Meeting a growing need

With advances in robotics, sensory devices, nanotechnology, software applications, and diagnostic tools, neural engineers are in high demand, said program co-director W. Dalton Dietrich, Ph.D., professor, Neurological Surgery; scientific director of the Miami Project; co-director, Institute for Neural Engineering; and University of Miami senior associate dean for discovery science.

“We need well-trained multidisciplinary professionals who can address challenging acute and more progressive injuries to the central nervous system,” said Dietrich. “We also require sensitive diagnostic approaches to measure risk factors and take a proactive approach to targeting and treating neurodegenerative diseases. Neural engineering will be even more important in the next decade with the steady increase in our older population.”

Dr. Suhrud Rajguru (professor of biomedical engineering & otolaryngology), Dr. Dalton Dietrich (professor of neurological surgery), and Kayla Minesinger (Ph.D. student in biomedical engineering) at the Miami Project to Cure Paralysis.
Dr. Suhrud Rajguru (professor of Biomedical Engineering & Otolaryngology), Dr. Dalton Dietrich (professor of Neurological Surgery), and Kayla Minesinger (Ph.D. student in Biomedical Engineering) at the Miami Project to Cure Paralysis.
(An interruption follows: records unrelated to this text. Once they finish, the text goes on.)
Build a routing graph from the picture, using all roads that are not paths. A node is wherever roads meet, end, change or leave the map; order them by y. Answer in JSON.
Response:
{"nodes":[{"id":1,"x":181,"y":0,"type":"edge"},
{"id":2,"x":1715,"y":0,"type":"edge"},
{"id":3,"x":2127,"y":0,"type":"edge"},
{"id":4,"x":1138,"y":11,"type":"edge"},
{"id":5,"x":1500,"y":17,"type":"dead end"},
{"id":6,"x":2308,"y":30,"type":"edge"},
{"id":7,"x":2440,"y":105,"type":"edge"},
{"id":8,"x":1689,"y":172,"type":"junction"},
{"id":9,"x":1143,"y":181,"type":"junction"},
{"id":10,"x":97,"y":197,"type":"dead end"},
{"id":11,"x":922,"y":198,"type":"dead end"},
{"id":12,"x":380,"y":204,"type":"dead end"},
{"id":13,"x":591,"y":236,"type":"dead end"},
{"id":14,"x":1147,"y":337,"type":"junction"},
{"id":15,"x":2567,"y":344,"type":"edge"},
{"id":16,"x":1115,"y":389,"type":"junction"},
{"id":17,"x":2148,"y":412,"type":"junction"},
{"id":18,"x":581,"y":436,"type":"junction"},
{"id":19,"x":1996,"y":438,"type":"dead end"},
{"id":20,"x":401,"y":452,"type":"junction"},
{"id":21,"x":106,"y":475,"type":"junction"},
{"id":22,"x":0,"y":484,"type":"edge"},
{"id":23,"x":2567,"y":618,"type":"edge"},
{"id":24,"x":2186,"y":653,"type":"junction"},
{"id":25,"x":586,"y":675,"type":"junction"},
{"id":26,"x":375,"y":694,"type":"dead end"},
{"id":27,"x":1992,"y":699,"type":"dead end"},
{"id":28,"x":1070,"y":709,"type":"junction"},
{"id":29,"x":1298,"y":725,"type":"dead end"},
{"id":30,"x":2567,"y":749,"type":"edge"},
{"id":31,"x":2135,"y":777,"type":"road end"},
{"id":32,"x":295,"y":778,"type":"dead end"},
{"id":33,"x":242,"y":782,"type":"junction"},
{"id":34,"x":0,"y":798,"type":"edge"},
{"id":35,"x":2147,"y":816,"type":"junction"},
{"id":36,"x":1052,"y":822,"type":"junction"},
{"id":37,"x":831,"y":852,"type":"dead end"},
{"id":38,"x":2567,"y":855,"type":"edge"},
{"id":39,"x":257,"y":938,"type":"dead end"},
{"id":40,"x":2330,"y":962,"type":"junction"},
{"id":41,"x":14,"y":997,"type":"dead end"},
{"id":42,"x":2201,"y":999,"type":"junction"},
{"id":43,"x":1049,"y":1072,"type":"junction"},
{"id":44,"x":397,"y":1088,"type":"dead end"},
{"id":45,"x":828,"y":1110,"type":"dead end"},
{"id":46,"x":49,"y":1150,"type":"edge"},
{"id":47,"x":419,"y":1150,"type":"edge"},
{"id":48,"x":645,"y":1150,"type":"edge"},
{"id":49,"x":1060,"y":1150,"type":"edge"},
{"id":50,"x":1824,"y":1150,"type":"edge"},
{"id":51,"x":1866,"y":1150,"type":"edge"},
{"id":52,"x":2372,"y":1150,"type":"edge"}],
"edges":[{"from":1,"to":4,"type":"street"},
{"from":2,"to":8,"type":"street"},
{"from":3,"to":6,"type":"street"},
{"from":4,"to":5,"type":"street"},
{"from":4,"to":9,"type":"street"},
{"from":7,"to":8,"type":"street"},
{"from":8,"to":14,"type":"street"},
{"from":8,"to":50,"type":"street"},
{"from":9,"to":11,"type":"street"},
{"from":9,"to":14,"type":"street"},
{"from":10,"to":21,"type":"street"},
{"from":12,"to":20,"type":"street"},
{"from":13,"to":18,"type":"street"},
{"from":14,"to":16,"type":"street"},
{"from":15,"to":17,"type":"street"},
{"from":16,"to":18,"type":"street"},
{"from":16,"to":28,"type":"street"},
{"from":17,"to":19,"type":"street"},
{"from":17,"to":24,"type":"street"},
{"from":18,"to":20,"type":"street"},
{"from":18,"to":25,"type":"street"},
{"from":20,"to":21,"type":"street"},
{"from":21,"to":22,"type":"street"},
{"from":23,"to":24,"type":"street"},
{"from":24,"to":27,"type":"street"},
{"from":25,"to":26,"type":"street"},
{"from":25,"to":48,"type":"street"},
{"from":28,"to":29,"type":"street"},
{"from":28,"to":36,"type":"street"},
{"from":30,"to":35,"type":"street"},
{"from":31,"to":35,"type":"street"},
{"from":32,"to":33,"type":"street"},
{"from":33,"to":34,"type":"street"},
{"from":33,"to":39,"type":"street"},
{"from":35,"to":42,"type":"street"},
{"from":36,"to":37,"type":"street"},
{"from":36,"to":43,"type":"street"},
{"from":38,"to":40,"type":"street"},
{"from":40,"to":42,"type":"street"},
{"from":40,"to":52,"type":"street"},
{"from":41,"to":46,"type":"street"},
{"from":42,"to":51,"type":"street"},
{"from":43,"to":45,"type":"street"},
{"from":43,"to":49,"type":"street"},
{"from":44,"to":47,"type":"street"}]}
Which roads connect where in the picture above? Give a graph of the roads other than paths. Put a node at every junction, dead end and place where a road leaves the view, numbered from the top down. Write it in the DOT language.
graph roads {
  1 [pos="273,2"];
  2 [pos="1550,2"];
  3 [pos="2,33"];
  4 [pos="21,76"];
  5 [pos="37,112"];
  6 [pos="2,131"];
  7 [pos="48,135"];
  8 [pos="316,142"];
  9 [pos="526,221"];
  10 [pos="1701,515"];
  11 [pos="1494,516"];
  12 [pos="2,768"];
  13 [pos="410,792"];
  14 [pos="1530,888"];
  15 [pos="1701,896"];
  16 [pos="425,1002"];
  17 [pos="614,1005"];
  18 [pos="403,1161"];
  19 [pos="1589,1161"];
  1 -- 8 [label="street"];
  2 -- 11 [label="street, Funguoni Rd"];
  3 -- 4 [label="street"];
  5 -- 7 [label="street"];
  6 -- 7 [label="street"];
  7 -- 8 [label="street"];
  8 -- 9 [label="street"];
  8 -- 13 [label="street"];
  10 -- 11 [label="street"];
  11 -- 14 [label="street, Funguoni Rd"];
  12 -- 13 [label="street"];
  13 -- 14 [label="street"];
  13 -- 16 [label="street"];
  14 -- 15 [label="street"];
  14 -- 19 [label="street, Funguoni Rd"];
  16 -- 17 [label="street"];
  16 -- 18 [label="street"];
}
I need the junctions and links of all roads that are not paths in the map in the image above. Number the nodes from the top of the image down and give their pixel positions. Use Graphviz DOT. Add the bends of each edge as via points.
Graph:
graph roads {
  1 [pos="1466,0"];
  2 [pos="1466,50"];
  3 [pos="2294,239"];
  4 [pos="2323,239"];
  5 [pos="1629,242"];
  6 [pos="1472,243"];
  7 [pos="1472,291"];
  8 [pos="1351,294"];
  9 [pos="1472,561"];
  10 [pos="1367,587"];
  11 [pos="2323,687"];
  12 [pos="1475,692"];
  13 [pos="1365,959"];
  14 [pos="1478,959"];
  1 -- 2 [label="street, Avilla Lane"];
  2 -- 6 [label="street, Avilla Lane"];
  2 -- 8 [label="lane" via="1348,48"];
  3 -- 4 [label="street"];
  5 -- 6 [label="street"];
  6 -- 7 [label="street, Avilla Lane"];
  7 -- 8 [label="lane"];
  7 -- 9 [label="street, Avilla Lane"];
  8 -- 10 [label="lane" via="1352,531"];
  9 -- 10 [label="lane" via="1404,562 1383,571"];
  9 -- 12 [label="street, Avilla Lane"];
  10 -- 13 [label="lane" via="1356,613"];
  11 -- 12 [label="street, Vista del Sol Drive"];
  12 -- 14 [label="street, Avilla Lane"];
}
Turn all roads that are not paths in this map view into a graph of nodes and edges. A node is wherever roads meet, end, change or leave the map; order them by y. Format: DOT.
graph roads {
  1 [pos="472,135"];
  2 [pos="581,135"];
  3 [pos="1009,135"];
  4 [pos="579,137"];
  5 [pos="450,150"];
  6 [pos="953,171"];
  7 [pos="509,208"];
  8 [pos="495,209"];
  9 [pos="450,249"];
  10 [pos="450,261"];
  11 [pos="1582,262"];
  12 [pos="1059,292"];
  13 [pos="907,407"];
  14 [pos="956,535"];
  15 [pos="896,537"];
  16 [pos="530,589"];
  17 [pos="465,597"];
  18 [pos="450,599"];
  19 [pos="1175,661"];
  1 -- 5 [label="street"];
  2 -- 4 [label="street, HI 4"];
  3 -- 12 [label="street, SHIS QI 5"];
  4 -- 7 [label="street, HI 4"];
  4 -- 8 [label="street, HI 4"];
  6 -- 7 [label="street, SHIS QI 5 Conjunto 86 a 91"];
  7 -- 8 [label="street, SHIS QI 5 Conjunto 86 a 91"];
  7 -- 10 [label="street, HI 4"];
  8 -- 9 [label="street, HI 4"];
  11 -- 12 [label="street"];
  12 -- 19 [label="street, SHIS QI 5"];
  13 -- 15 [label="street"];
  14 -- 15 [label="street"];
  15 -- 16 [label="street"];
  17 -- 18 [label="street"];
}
At the Miami Project to Cure Paralysis, Dietrich and colleagues are advancing interdisciplinary strategies for improving function and quality of life for people with spinal cord and brain injuries, stroke, and other serious conditions. “At the Miller School of Medicine, we investigate biological therapies for neurological disorders using cell therapies and the identification of novel compounds to enhance brain circuit function including axonal regeneration,” said Dietrich. “Neural engineers are adding an important new dimension to regenerative medicine with brain stimulation devices for activating brain circuits, robotic systems to enhance rehabilitation protocols, novel biomaterials to promote healing, and other advancements. The merging of biologic and engineering approaches has great potential for helping many people living with disabilities and other neurological conditions.”

A collaborative approach

Rajguru said the M.S. and B.S./M.S. programs are the next step forward for the Institute for Neural Engineering, adding to its critical mass of biomedical scientists, clinicians, engineers, and trainees. “Neural engineering students can take advantage of a wide range of resources across the university, including institutes and centers that focus on nanotechnology, data sciences, human genomics, and marine biology, as well as the College’s MakerSpace, Johnson & Johnson 3D Printing Center of Excellence Collaborative Laboratory, and associated facilities in material characterization, advanced computing, instrumentation, and biomaterials.”

Neural engineering students can translate therapeutic discoveries and inventions into commercial applications and bring them to patients, families, and large populations, with help from Miami Engineering, Miami CTSI, and the University. “We also help our industry partners advance and refine their technologies, such as prototype devices for specific patient populations,” Dietrich said. “When we look at what we can accomplish by bringing engineering and medical innovation together, the sky is the limit.”